Die Situation war nahezu sphärisch: Katharina Krauss spielte auf der Trompete und blieb an der Seite der Besucher, die nach der Ausstellungseröffnung bei herrlichstem Sonnenschein in der Innenstadt vor die Schaufenster der Geschäfte strömten, um sich einen Eindruck vermitteln zu lassen von der Aktion des Kunstvereins. Der überrascht anlässlich seines 50. Geburtstages mit Ungewöhnlichem:
Das Projekt wurde langfristig vorbereitet; jetzt präsentiert sich das Ergebnis. „Kunst im Schaufenster“. Bilder von 19 Künstlerinnen und Künstlern gibt es zu sehen. Die Innenstadt wird Kunstmeile. 32 Geschäfte machen mit und stellen ihre Fenster an der Veerßer, Lüneburger, Bahnhofs-, Gudes- und Turmstraße zu Verfügung. Mehr als 60 Arbeiten präsentieren sich. Mit dabei sind die Urgesteine und Gründungsmitglieder des Kunstvereins Waldemar Nottbohm und Georg Lipinsky sowie altbekannte Namen – Renate Schmidt, Helmut Bredtmeyer und Wilhelm Tarnow. Dazu gesellen sich die erfreulich vielen, die erst seit ein paar Jahren die Ausstellungen von BBK und Kunstverein (Mitgliederausstellung) bereichern oder im neuen Kunstquartier an der Schmiedestraße tätig wirken wie Jochen Quast, Claudia-Krieghoff-Fraatz, Kerstin Sørensen, Ulrike Bals, Simona Staehr, Sophia Bornhagen und zahlreiche andere. Und wie sagte die Vorsitzende des Bundes Bildender Künstler, Simona Staehr, als sie ihre Arbeit im Kaufhaus Ramelow installierte, so kurz wie treffend: „Diese Aktion ist belebend für die Stadt, für die Künstler, für alle.“
Bürgermeister Jürgen Markwardt ist ja leicht zu begeistern. Diesmal hat er dafür jedoch allen Grund: „Raus aus den Galerien und Ateliers“, freute er sich. „Wir gehen zu den Leuten“, resümierte er das Unternehmen im Sinne des Kunstvereins. Er wog in seinen Begrüßungsworten jedoch auch ab: Kunst wolle doch aber für sich stehen und wirken, sagte er, nicht nur Dekoration sein. Dass eine Balance gefunden wurde zwischen einer wirkenden Kunst und einer Stätte – das Geschäft – in denen man darüber auch ins Gespräch kommen kann (könnte), davon lassen sich bestimmt die meisten, die sich auf die Spur der rund 60 Bilder begeben, überzeugen.
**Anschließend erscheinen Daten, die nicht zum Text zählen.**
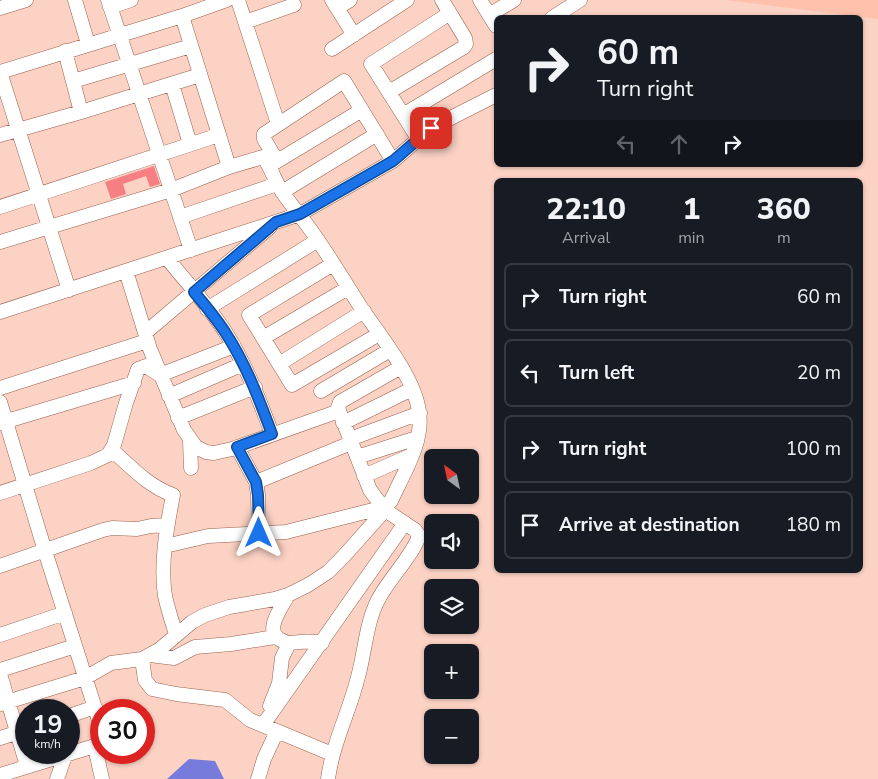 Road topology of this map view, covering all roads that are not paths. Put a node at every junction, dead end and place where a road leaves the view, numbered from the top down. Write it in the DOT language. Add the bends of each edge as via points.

Denn was hier vielleicht ein wenig theoretisch oder trocken klingt, entpuppt sich als eine lebendige Innenstadt.
Es ist keine neue Idee, Kunst auf diese Art so öffentlich zu präsentieren. Das Stadtoberhaupt konnte berichten (auch wenn er dabei ein paar historische Zahlen verdrehte), dass bereits Èdouard Manet im Jahr 1877 für einen Skandal sorgte, als er die Geliebte des Prinzen von Oranien beim Schminken malte, der adlige Herr schaute zu. Bei der sittenstrengen Jury war das Bild für die Salonausstellung in Paris durchgefallen, jetzt konnten es alle sehen, im Schaufenster eines Nippes-Ladens. Nun, Skandale werden nicht zu erwarten sein vor den Ladenscheiben in Uelzen. Dafür aber gibt es eine Entdeckungsreise. Machen Sie sich auf, liebe Leserinnen und Leser, bis zum 20. Mai 2025 geht das! Als Leitfaden gibt es einen übersichtlichen Flyer mit allen Stationen. An den Dienstagen 29. April, 9. und 13. Mai 2025 wird es Führungen geben. Treffpunkt dafür ist um 17 Uhr die Tourismus-Information am Herzogenplatz.